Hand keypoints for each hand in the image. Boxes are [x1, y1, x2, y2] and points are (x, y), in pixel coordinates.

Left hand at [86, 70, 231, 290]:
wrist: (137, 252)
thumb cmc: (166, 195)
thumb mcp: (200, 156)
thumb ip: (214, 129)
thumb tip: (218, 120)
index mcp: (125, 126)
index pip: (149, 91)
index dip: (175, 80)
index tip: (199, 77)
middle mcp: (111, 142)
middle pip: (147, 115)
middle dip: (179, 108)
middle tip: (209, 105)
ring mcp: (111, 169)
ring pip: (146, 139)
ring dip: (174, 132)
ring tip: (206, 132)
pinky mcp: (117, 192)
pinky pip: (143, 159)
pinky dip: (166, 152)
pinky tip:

> [TRY IT]: Above are the records. Identify each line that contains the word "pinky".

> [EXERCISE RESULT]:
pinky mcp: (117, 192)
pinky pip: (143, 159)
pinky dip: (166, 152)
pinky tip:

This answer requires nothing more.